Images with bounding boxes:
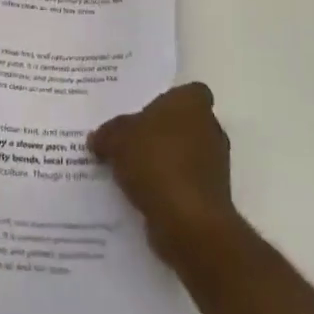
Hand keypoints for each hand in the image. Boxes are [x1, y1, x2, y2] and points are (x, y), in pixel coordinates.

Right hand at [88, 82, 237, 263]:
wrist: (188, 221)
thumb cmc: (156, 162)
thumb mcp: (117, 139)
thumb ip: (107, 133)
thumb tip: (98, 138)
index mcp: (193, 103)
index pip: (187, 92)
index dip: (167, 102)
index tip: (143, 114)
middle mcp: (210, 128)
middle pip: (183, 124)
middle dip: (161, 133)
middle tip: (129, 141)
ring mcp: (215, 164)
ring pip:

EXERCISE> Start to finish, write out the data above exactly, omitting all pictures.

YOUR RESPONSE>
Hand keypoints for each hand in the image. Boxes are [x1, y1, x2, y2] and points are (x, y), in pixel coordinates.

Right hand at [88, 82, 237, 263]:
wrist: (188, 221)
thumb cmc: (156, 162)
thumb mcp: (117, 139)
thumb ip: (107, 133)
thumb tip: (98, 138)
index mcp: (193, 103)
index pip: (187, 92)
index dip: (167, 102)
index tip: (143, 114)
middle mcp: (210, 128)
middle pip: (183, 124)
middle dip: (161, 133)
middle tip: (129, 141)
ring mcp: (215, 164)
ring pip:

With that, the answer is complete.